The US is concerned that European allies will be unable to participate in joint operations such as the Gulf War because of a technology gap. Secretary Cohen has therefore launched the DCI as a means of ensuring continued, joint power projection capacity into the 21st century. The identified technology gap is real, but demanding that the Europeans spend more money on high technology military systems does not make sense in terms of current European security needs.
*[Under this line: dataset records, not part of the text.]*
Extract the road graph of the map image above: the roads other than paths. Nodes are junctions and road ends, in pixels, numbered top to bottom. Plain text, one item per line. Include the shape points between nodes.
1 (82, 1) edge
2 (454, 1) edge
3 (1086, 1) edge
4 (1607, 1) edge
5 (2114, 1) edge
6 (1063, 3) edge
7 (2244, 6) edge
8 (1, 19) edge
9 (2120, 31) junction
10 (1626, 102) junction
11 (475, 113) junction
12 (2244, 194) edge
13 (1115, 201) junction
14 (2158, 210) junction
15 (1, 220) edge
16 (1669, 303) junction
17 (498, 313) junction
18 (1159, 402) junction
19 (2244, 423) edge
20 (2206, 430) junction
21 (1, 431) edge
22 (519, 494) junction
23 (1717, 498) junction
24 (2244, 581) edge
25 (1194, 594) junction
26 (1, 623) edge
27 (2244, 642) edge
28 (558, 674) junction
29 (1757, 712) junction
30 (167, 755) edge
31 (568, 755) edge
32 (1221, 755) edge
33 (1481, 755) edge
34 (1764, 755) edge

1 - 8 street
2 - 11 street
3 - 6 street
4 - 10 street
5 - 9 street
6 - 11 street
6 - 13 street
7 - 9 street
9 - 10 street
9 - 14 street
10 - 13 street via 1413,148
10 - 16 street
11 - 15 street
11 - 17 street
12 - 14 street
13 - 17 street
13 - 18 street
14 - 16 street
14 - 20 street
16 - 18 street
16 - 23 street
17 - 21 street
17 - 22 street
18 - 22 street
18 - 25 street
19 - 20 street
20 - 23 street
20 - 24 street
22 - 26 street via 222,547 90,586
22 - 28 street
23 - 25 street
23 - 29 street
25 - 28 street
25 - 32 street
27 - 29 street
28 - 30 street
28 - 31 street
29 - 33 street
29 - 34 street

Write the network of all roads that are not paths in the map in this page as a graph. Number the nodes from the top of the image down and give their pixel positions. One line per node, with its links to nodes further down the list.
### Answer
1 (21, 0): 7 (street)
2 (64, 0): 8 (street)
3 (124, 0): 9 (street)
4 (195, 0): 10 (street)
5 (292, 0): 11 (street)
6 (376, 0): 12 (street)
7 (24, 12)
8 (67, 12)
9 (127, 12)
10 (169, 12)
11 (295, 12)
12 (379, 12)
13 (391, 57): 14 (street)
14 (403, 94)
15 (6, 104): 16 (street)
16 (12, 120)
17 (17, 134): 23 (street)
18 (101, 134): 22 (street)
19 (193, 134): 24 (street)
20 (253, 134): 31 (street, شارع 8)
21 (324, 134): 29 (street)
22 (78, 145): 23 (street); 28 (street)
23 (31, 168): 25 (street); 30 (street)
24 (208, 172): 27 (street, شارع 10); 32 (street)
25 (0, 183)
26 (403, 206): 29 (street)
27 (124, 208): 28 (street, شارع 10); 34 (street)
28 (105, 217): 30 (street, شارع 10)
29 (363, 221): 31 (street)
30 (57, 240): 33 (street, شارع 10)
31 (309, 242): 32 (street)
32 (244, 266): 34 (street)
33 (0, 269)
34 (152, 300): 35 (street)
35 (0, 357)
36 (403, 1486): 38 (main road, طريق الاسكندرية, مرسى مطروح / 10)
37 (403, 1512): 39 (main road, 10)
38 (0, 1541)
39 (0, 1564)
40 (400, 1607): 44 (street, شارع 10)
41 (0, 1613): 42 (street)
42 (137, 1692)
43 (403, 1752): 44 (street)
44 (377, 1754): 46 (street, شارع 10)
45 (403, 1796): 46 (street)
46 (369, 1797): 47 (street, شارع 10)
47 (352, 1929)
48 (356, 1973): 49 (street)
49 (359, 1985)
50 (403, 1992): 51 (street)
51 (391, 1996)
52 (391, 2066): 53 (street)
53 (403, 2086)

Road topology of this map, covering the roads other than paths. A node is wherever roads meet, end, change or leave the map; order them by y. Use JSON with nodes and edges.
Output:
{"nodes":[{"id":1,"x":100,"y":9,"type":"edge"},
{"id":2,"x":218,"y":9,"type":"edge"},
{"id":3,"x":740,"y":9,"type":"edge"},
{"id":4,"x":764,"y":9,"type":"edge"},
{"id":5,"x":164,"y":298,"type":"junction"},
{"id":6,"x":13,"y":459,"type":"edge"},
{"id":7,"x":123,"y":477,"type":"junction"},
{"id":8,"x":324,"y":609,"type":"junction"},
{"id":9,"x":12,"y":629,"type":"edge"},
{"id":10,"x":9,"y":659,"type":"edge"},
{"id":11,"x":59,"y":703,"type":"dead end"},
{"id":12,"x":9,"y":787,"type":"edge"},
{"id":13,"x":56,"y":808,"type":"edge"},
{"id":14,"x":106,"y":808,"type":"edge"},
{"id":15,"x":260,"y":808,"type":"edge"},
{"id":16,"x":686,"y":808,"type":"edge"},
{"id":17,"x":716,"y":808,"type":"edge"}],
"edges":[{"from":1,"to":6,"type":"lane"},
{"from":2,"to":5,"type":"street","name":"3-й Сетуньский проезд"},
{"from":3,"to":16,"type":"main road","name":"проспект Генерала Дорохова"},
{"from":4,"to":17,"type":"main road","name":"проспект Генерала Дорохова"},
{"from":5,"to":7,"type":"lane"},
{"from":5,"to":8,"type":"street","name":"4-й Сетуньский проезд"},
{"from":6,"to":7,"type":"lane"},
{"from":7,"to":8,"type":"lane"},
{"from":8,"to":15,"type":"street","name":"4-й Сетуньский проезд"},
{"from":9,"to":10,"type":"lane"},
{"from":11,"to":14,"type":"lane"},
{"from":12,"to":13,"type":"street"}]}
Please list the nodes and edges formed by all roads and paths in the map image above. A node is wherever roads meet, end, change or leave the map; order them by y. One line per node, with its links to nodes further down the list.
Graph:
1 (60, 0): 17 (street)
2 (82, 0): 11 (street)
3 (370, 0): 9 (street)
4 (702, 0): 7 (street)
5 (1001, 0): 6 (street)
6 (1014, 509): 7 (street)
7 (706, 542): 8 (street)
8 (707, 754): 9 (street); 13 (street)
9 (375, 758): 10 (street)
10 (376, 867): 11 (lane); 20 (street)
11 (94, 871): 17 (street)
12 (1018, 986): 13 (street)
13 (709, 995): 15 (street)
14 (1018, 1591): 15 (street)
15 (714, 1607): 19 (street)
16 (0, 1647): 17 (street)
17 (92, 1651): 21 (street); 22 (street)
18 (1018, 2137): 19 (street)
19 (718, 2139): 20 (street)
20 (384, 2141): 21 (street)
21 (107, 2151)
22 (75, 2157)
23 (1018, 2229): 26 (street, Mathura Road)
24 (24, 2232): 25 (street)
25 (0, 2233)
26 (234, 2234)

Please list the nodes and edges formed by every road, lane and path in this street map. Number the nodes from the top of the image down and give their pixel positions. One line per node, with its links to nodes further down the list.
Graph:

The DCI is designed to address the burden sharing argument, but ignores fundamental European choices in defense and security spending. "Europe's understanding of and contribution to international and regional security transcends the simple criterion of defense expenditure. When one adds Europe's relative contributions to multinational military activities as well as its foreign aid - both of which greatly exceed those of the US - the overall picture looks much more favorable to Europe."56 European NATO members, particularly the smaller ones, have chosen to focus their defense spending on peace support and expeditionary warfare, "not full-spectrum dominance in high-intensity warfare."57 This reflects, rightly, what many European states feel are the dominant requirements for the 21st century: bolstered non-military capabilities.

Recommendations
In absolute terms there is little or no need for the Defense Capabilities Initiative. NATO states have overwhelming technical military superiority over any potential enemy. NATO already outspends any potential enemy enormously (see table below). NATO's capacity to wage high intensity warfare is unrivalled. The new capabilities needed are the equipment, training and doctrine to manage low end peace support operations or verifier missions. Where high tech weaponry is concerned, rather than preparing a new round of military technological build up, NATO nations should be examining arms control and disarmament measures which can reduce the vast arsenals existing in Europe, and simultaneously, reduce any potential risk or threat to the Alliance.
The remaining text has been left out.